◆ **Available records**
-- Opening Marker --

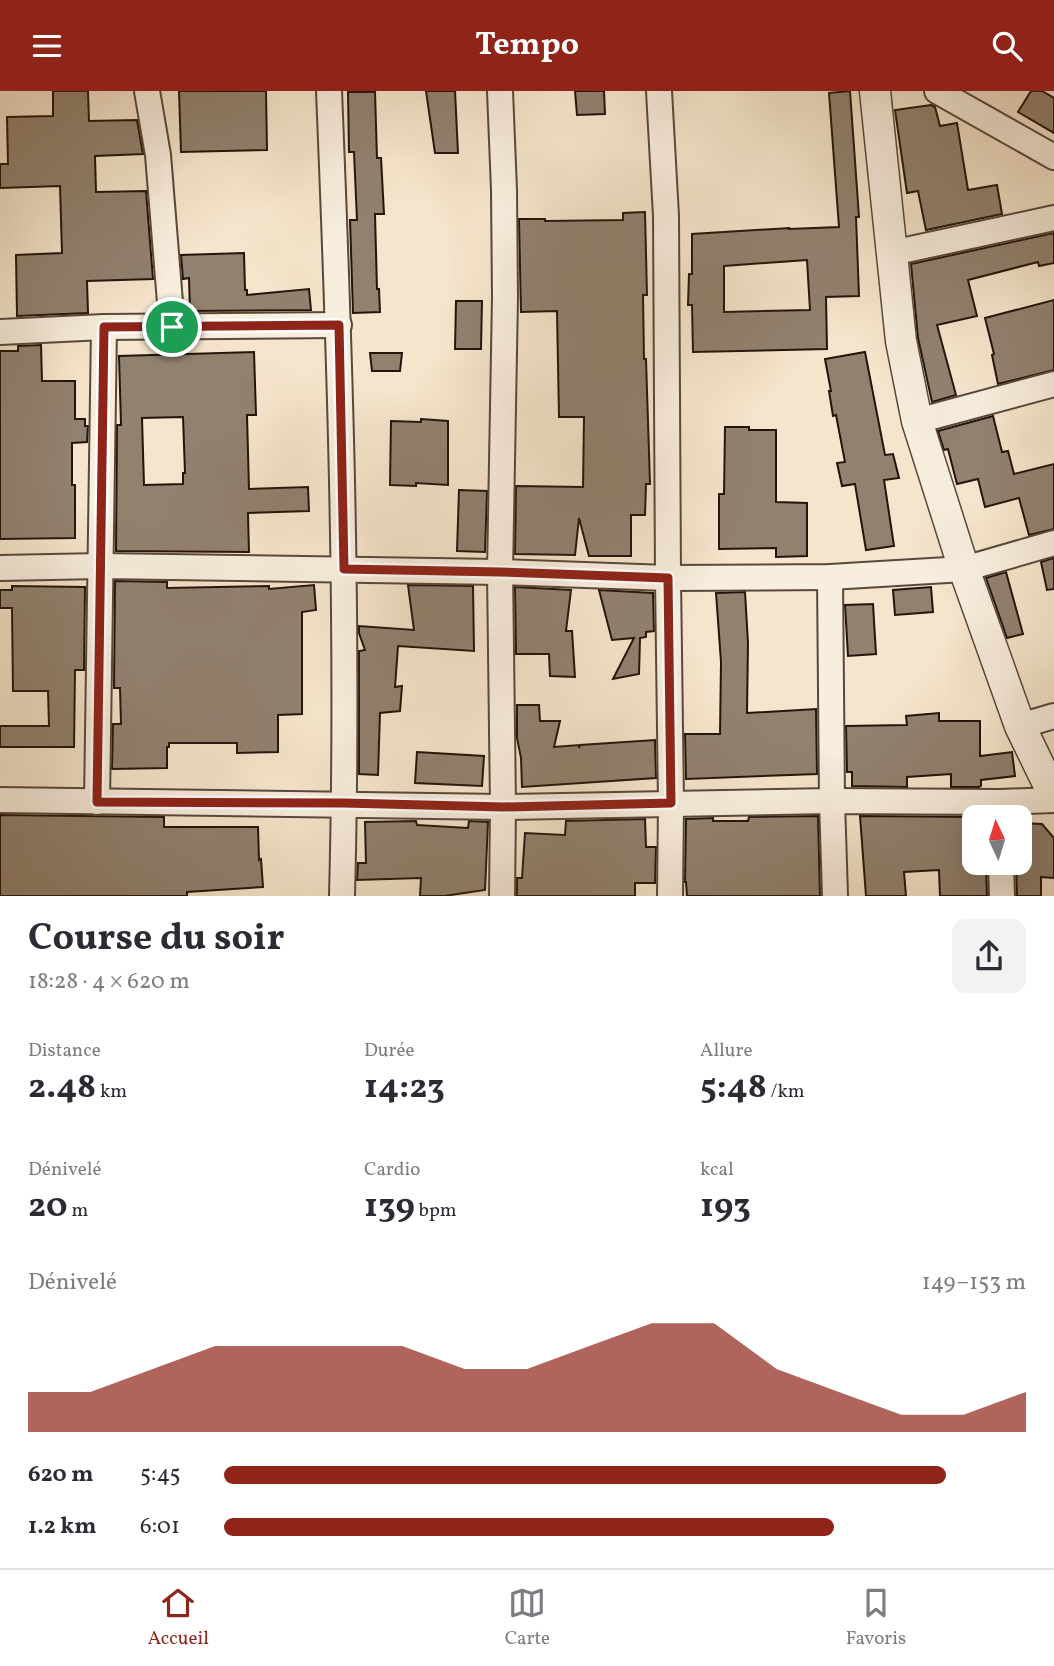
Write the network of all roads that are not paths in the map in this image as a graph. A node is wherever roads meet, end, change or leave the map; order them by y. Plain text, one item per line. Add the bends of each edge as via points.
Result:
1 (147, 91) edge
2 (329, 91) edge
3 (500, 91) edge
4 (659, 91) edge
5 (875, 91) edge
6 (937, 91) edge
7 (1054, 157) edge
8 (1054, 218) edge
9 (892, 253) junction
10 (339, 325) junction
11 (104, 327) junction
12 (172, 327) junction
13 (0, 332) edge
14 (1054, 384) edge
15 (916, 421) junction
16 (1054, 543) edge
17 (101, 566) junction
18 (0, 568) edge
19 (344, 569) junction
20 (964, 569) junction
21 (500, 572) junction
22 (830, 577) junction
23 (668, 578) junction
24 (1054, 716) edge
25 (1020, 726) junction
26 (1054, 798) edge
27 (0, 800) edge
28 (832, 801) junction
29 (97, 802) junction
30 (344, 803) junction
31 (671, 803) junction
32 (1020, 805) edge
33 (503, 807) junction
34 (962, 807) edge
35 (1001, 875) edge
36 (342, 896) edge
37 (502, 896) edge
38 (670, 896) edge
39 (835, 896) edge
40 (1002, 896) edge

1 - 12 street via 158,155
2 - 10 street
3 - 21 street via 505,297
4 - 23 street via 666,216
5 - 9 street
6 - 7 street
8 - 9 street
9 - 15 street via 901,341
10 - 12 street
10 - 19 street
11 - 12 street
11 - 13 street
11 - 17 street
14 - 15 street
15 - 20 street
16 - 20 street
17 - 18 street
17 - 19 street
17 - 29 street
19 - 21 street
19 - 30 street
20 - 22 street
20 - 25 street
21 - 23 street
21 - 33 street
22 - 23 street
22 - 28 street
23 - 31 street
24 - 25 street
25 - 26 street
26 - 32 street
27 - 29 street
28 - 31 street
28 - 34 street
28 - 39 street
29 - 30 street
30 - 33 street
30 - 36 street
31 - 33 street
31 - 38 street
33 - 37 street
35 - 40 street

-- Closing Marker --

◆ **Work item**
Where a picture appears in the listing above, skip it and set down all the rest exactly.

◆ **Solved problem**
Write the network of all roads that are not paths in the map in this image as a graph. A node is wherever roads meet, end, change or leave the map; order them by y. Plain text, one item per line. Add the bends of each edge as via points.
Result:
1 (147, 91) edge
2 (329, 91) edge
3 (500, 91) edge
4 (659, 91) edge
5 (875, 91) edge
6 (937, 91) edge
7 (1054, 157) edge
8 (1054, 218) edge
9 (892, 253) junction
10 (339, 325) junction
11 (104, 327) junction
12 (172, 327) junction
13 (0, 332) edge
14 (1054, 384) edge
15 (916, 421) junction
16 (1054, 543) edge
17 (101, 566) junction
18 (0, 568) edge
19 (344, 569) junction
20 (964, 569) junction
21 (500, 572) junction
22 (830, 577) junction
23 (668, 578) junction
24 (1054, 716) edge
25 (1020, 726) junction
26 (1054, 798) edge
27 (0, 800) edge
28 (832, 801) junction
29 (97, 802) junction
30 (344, 803) junction
31 (671, 803) junction
32 (1020, 805) edge
33 (503, 807) junction
34 (962, 807) edge
35 (1001, 875) edge
36 (342, 896) edge
37 (502, 896) edge
38 (670, 896) edge
39 (835, 896) edge
40 (1002, 896) edge

1 - 12 street via 158,155
2 - 10 street
3 - 21 street via 505,297
4 - 23 street via 666,216
5 - 9 street
6 - 7 street
8 - 9 street
9 - 15 street via 901,341
10 - 12 street
10 - 19 street
11 - 12 street
11 - 13 street
11 - 17 street
14 - 15 street
15 - 20 street
16 - 20 street
17 - 18 street
17 - 19 street
17 - 29 street
19 - 21 street
19 - 30 street
20 - 22 street
20 - 25 street
21 - 23 street
21 - 33 street
22 - 23 street
22 - 28 street
23 - 31 street
24 - 25 street
25 - 26 street
26 - 32 street
27 - 29 street
28 - 31 street
28 - 34 street
28 - 39 street
29 - 30 street
30 - 33 street
30 - 36 street
31 - 33 street
31 - 38 street
33 - 37 street
35 - 40 street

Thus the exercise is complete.